Vous avez également présidé une Commission paritaire nationale et en 2004, vous quittez celle-ci pour prendre la présidence de l’institut Ipéria. Pouvez-vous nous parler de la formation professionnelle dans le secteur de l’emploi à domicile ?

Pendant assez longtemps, il n’y avait aucune instance de formation pour la branche. Ce sont les syndicats et la Fepem, qui ont bataillé auprès du ministère, pour créer en 1994  le premier institut de formation du secteur de l’emploi à domicile, qui a ensuite été renommé Ipéria en 2011.

C’est Marie Beatrice Levaux, bien avant qu’elle ne prenne la présidence de la Fepem, qui a porté ce combat et s’y est investie personnellement.
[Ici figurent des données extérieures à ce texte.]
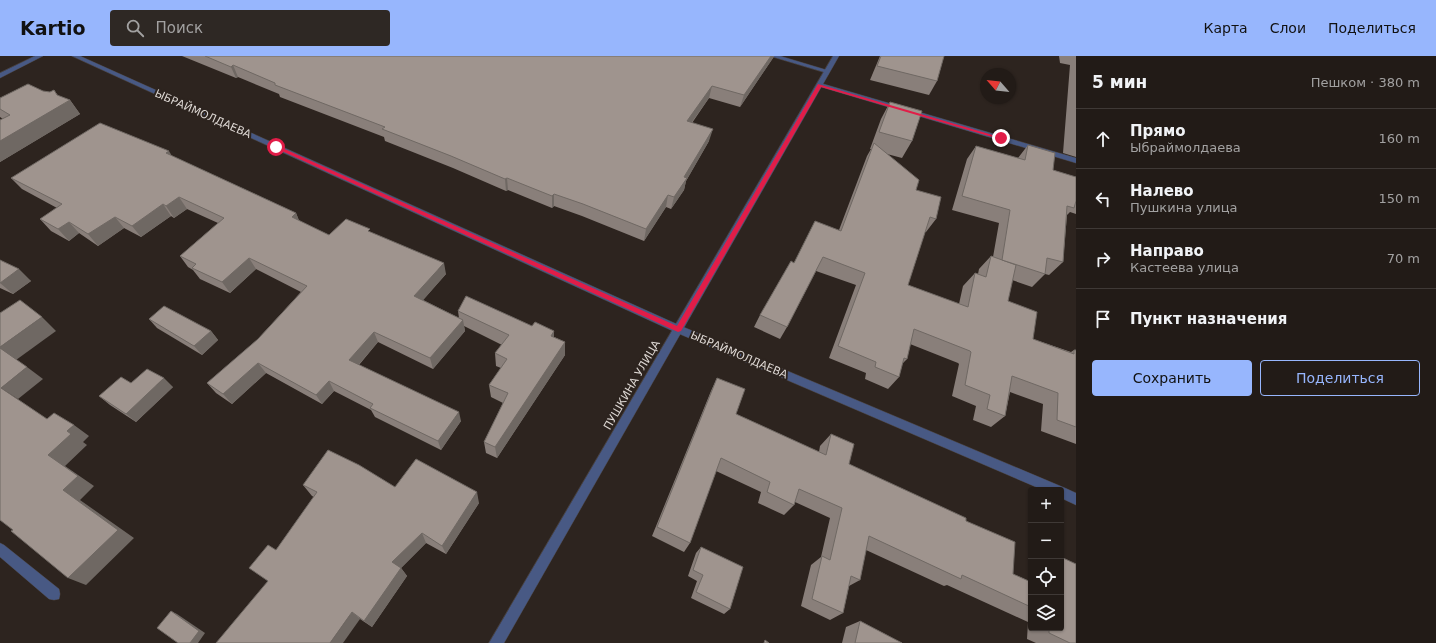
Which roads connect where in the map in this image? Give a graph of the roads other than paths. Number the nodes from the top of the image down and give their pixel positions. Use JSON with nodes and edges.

Le lancement a été compliqué, faute de moyens, notamment pour embaucher des salariés, mais au bout d’un an, cela a commencé à démarrer et puis progressivement cela a continué de prospérer. Il faut dire qu’il y avait de vrais freins de mentalités :  certains ne concevaient pas que les salariés travaillant à domicile aient droit, eux aussi, à une formation spécifique, comme les autres.

Peu à peu, le nombre d’organismes de formation labellisés partout en France s’est étoffé, le catalogue de formations s’est développé, et cela fait maintenant trente ans que les titres de certifications professionnels du secteur sont inscrits au RNCP (répertoire national des certifications professionnelles). C’est une reconnaissance importante.

On entend souvent parler de crise de vocations pour les engagements dans les instances fédérales, syndicales ou prud’hommales. Vous qui connaissez de l’intérieur ces arcanes, qu’en pensez-vous

C’est une réalité, ces mandats peuvent être compliqués à pourvoir. Ils sont pourtant essentiels au bon fonctionnement de notre société civile. Ce type d’engagement est avant tout citoyen, tourné vers le sens de l’intérêt collectif.

Pourtant, d’après mon vécu, ce sont aussi des aventures humaines incroyablement enrichissantes. Via mon engagement à la Fepem, j’ai rencontré des personnes inspirantes, qui m’ont poussée à gagner en expertise et prendre des responsabilités. L’une d’elle est devenue ma « sœur de cœur ». De plus, quand vous dialoguez au long cours avec des représentants syndicaux, que vous siégez dans les mêmes instances d’année en année, vous tissez avec vos interlocuteurs une véritable relation de respect mutuel, qui est essentielle à la qualité du dialogue social.

Anne Lesage Déléguée Fepem Île-de-France et Anita Poutard
Anne Lesage Déléguée Fepem Île-de-France et Anita Poutard

Quel regard portez-vous sur la trajectoire de la Fepem et du secteur en près de 50 ans ?

J’ai vu grandir cette fédération depuis la fin des années 70, quand elle n’avait que deux permanentes salariées et une juriste à mi-temps : le chemin parcouru est considérable ! La dernière convention collective unifiée pour l’ensemble de la branche en est une clé de voûte.